Los lobos del mar

Su sueño es jubilarse para ir de pesquera cuando les salga. Saben del mar más que muchos presuntos zorros de los océanos, de esos que van vestidos de diseño náutico y sacando pecho entre regata y regata. A éstos no les alcanza para diseño, porque no suelen ser gente de viruta; la mayoría sólo posee una modesta lanchita con fueraborda que apenas basta para gobernar allá afuera, cuando salta el lebeche o el levante coge carrerilla, o el Atlántico dice hola buenas. Los hay de todas las edades; pero el promedio sube de los cuarenta y madura hacia los cincuenta en sus dos variedades más comunes: flaco, tostado y chupaíllo, o triponcete y tranquilo, este último a menudo con bigote. Se llaman Paco, Manolo, Ginés y cosas así, muy de diario. Y pasan la semana entera, en el taller, en la oficina, en la tienda, soñando con que llegue el fin de semana para madrugar o no acostarse, coger el bocadillo o la fiambrera —ahora tupperware— y salir, pof-pof-pof, a buscárselas. Algunos no pueden aguantarse y van un rato por la tarde, entre semana, o se levantan temprano y salen a echar el volantín en la bocana, o se van al muelle o al rompeolas con la caña y el cebo; y cuando su María se despierta y prepara el desayuno de los hijos, ellos aparecen por la puerta y se beben un café antes de ir al curro tras dejar en el frigorífico un pargo y una dorada para la cena.

Detesto matar animales por afición, y eso incluye a los peces. Llevo veinte años sin disparar un arpón submarino, y sólo admito pescar aquello que uno mismo puede comer. Pero asumo que, entre los depredadores bípedos, los pescadores son una raza superior. Ignoro cómo respiran los de río y aguas dulces; pero a los de mar llevo toda la vida tratándolos. Desde zagal me han admirado esos hombres —curiosamente casi no hay mujeres en este registro— capaces de permanecer en una escollera, tendida la caña y los ojos absortos, inmóviles durante horas, con el pretexto de un pez. De noche, cuando navego muy pegado a una costa, a un faro o a la farola de un puerto, veo sus fogatas, el resplandor de sus linternas, y a veces la brasa roja de sus cigarrillos brillando en la oscuridad; y en ocasiones, recortado en la luz de la luna o en el resplandor tenue que tienen a la espalda, el bosque de sus cañas al acecho. Pero la variedad que más me impresiona es la del que sale a la mar en un barquito de dos metros y te lo encuentras allá adentro fondeado horas y horas, balanceándose minúsculo en la marejada a las tres de la madrugada una noche sin luna, apenas una linterna que enciende apresurado para señalar su posición cuando divisa, casi encima, las luces roja y verde de tu proa. A veces los oyes hablar por el canal 9, en clave para no dar pistas a posibles competidores: cómo lo llevas, fatal, no entra nada por aquí, dos raspallones, morralla, estoy donde tú sabes pero un poco más adentro, etcétera. Luego los ves llegar por la mañana con sus capturas, sin afeitar y con la piel grasienta, endiñarse un carajillo e irse luego cada mochuelo a su olivo, a llevarle a la Lola, o a la Pepa, o a la Maruja —que están hasta el moño de cocinar pescado— la pesquera con que apañar el caldero del domingo. Con tiempo para detenerse, como los vi el otro día, ante un lujoso megayate de tres cubiertas amarrado en la zona noble del puerto, mover la cabeza desaprobadores y comentarle al compadre: «Desde ahí no puede echarse el curricán».

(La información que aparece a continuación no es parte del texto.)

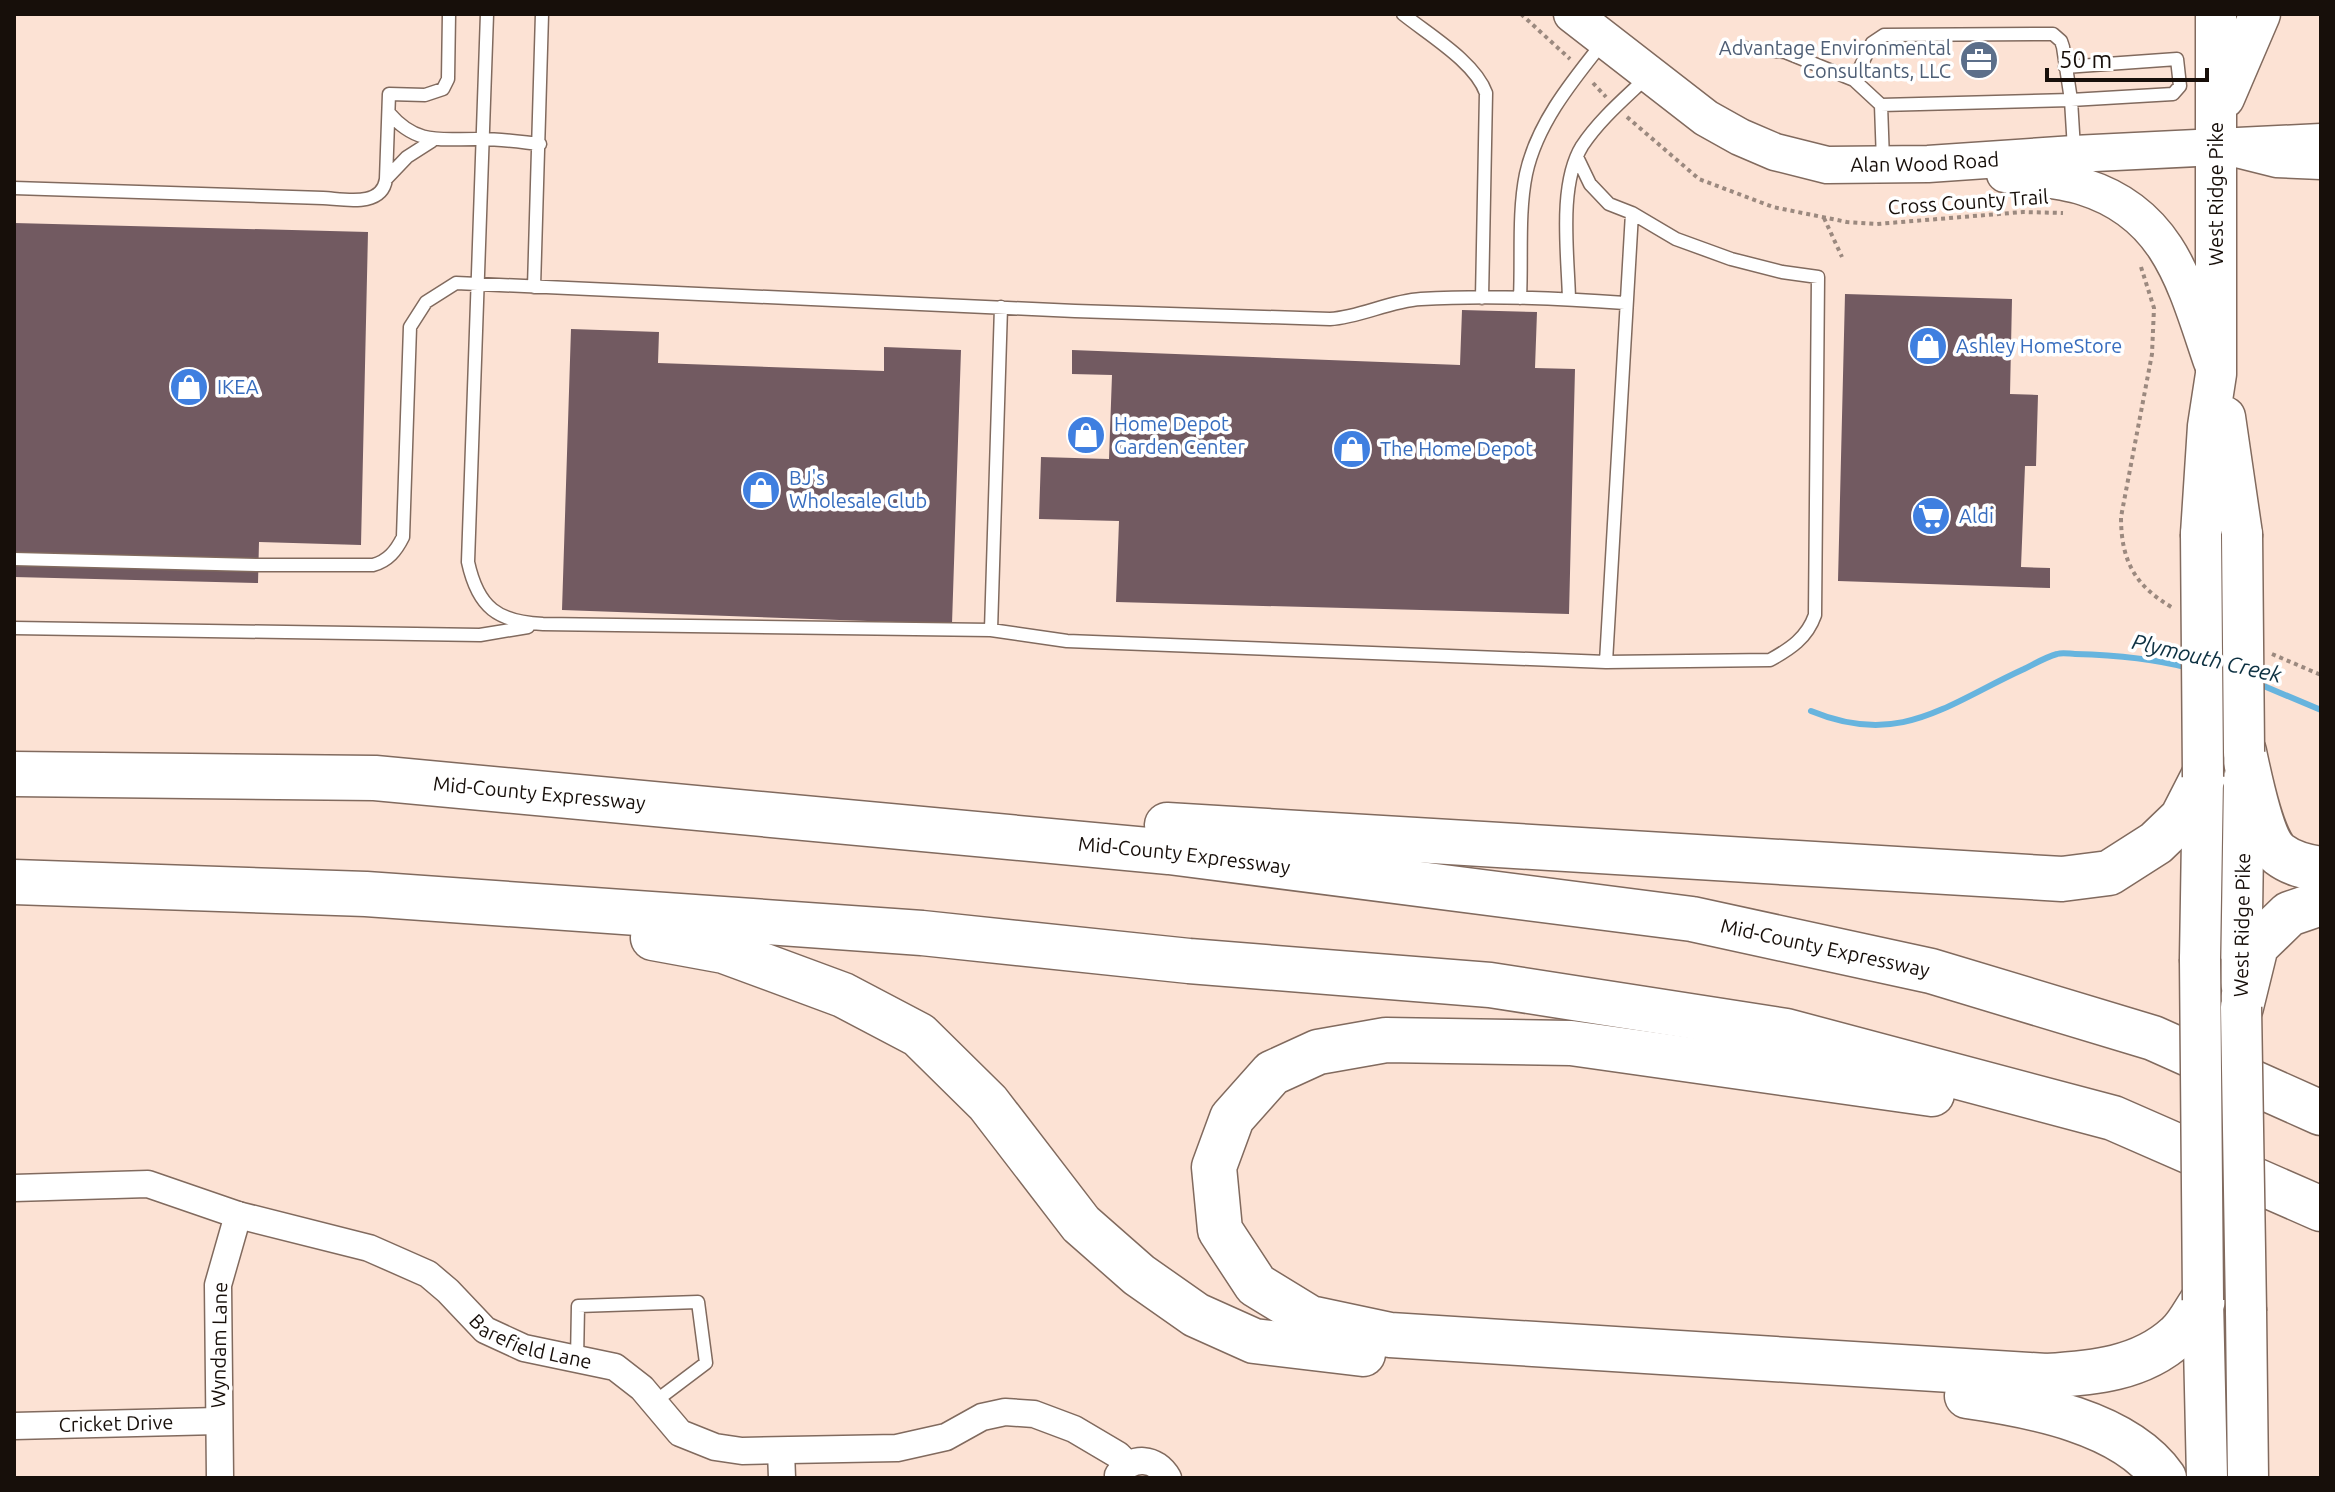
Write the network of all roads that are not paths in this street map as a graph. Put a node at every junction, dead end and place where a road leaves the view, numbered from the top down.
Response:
1 (449, 14) edge
2 (487, 14) edge
3 (542, 14) edge
4 (1403, 14) edge
5 (1572, 14) edge
6 (2216, 14) edge
7 (2260, 14) edge
8 (1605, 39) junction
9 (1744, 48) dead end
10 (2065, 67) junction
11 (1650, 74) junction
12 (1854, 80) junction
13 (2071, 100) junction
14 (1881, 105) junction
15 (389, 113) junction
16 (2217, 132) junction
17 (483, 139) junction
18 (432, 141) junction
19 (2321, 142) edge
20 (540, 144) junction
21 (2074, 154) junction
22 (1577, 157) junction
23 (1928, 164) junction
24 (1883, 165) junction
25 (2321, 166) edge
26 (386, 179) junction
27 (14, 188) edge
28 (1632, 213) junction
29 (478, 282) junction
30 (534, 287) junction
31 (1482, 298) junction
32 (1520, 298) junction
33 (1569, 299) junction
34 (1625, 303) junction
35 (1001, 307) junction
36 (2216, 374) junction
37 (14, 559) edge
38 (543, 624) junction
39 (14, 628) edge
40 (991, 630) junction
41 (1606, 662) junction
42 (14, 774) edge
43 (2235, 774) junction
44 (375, 778) junction
45 (2321, 869) edge
46 (14, 882) edge
47 (366, 894) junction
48 (2321, 903) edge
49 (2241, 1007) junction
50 (2321, 1113) edge
51 (2113, 1118) junction
52 (14, 1188) edge
53 (2321, 1209) edge
54 (238, 1215) junction
55 (2203, 1300) junction
56 (577, 1360) junction
57 (653, 1403) junction
58 (218, 1421) junction
59 (14, 1426) edge
60 (781, 1451) junction
61 (1121, 1471) edge
62 (220, 1478) edge
63 (782, 1478) edge
64 (1168, 1478) edge
65 (2164, 1478) edge
66 (2207, 1478) edge
67 (2248, 1478) edge

1 - 15 lane
2 - 17 lane
3 - 20 lane
4 - 31 lane
5 - 8 street, Alan Wood Road
6 - 16 main road, West Ridge Pike
7 - 16 main road
8 - 11 street, Alan Wood Road
8 - 32 lane
9 - 12 lane
10 - 12 lane
10 - 13 lane
10 - 13 lane
11 - 22 lane
11 - 24 street, Alan Wood Road
12 - 14 lane
13 - 14 lane
13 - 21 lane
14 - 24 lane
15 - 18 lane
15 - 26 lane
16 - 19 street
16 - 21 street, Alan Wood Road
16 - 25 street, Alan Wood Road
16 - 36 main road, West Ridge Pike
17 - 18 lane
17 - 20 lane
17 - 29 lane
18 - 26 lane
20 - 30 lane
21 - 23 street, Alan Wood Road
22 - 28 lane
22 - 33 lane
23 - 24 street, Alan Wood Road
23 - 36 street
26 - 27 lane
28 - 34 lane
28 - 41 lane
29 - 30 lane
29 - 37 lane
29 - 38 lane
30 - 35 lane
31 - 32 lane
31 - 35 lane
32 - 33 lane
33 - 34 lane
34 - 41 lane
35 - 40 lane
36 - 43 main road, West Ridge Pike, bridge
36 - 43 main road, West Ridge Pike, bridge
38 - 39 lane
38 - 40 lane
40 - 41 lane
42 - 44 highway, Mid-County Expressway
43 - 44 highway
43 - 45 highway
43 - 49 main road, West Ridge Pike
43 - 55 main road, West Ridge Pike, bridge
44 - 50 highway, Mid-County Expressway
46 - 47 highway
47 - 51 highway
47 - 65 highway
48 - 49 highway
49 - 67 main road, West Ridge Pike, bridge
51 - 53 highway
51 - 55 highway
52 - 54 street, Barefield Lane
54 - 56 street, Barefield Lane
54 - 58 street, Wyndam Lane
55 - 66 main road, West Ridge Pike
56 - 57 street, Barefield Lane
56 - 57 lane
57 - 60 street, Barefield Lane
58 - 59 street, Cricket Drive
58 - 62 street, Wyndam Lane
60 - 61 street, Barefield Lane
60 - 63 street
61 - 64 street, Barefield Lane

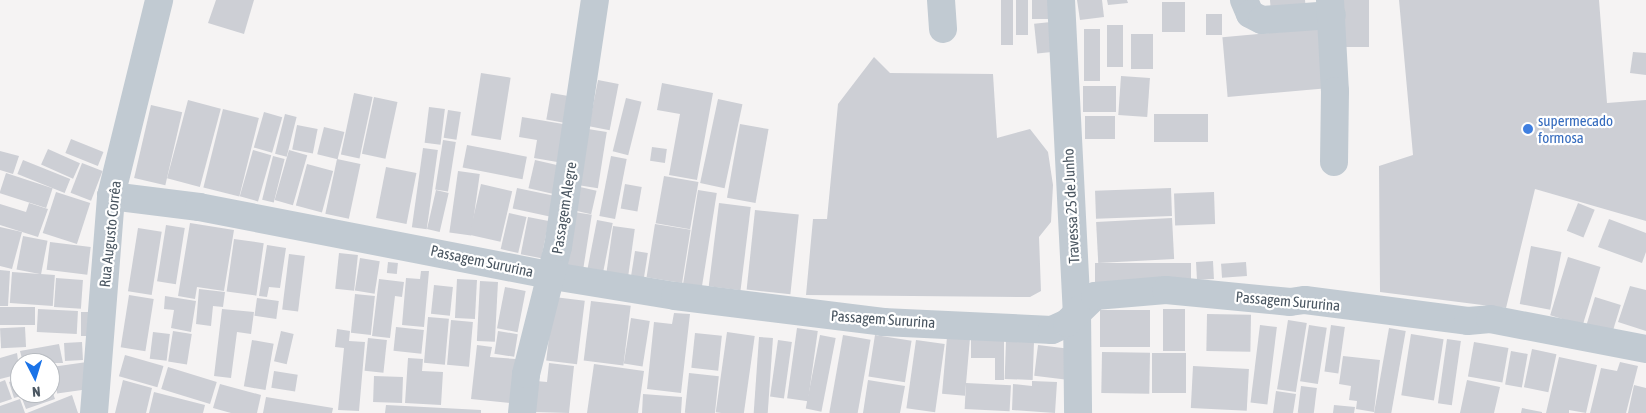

Todos han pasado ratos de válgame Dios, de esos que juras no volver a subirte en la vida en algo que flote. Pero allí siguen. Sacan a sus nietos a echar el volantín, pasean por los muelles a fisgonear lo que traen otros, comentan los lugares adecuados, las incidencias, miran el cielo y prevén el tiempo mejor que el telediario. Guardan celosamente secretos que no confiarán nunca ni a sus mejores amigos: el bajo donde engancharon dos congrios, aquella punta donde entra la boga, ese mero al que llevan semanas acechando a poniente del sitio cual. Miran hacia el mar, donde está su ensueño, más que a la tierra, a la que dedican sólo el tiempo imprescindible. Y en el fondo, aunque afirmen lo contrario, les da igual pescar que no pescar; la prueba es que, con pesca o sin ella, siguen saliendo. Quizá ni ellos mismos sepan con certeza qué es lo que buscan, ni por qué. Pero es posible que intuyan la respuesta en su propia soledad y silencio, sedal en mano y mecidos durante horas por el balanceo del bote en la marejada. Con la línea de la costa —la línea de sombra de su vida— a media milla de distancia.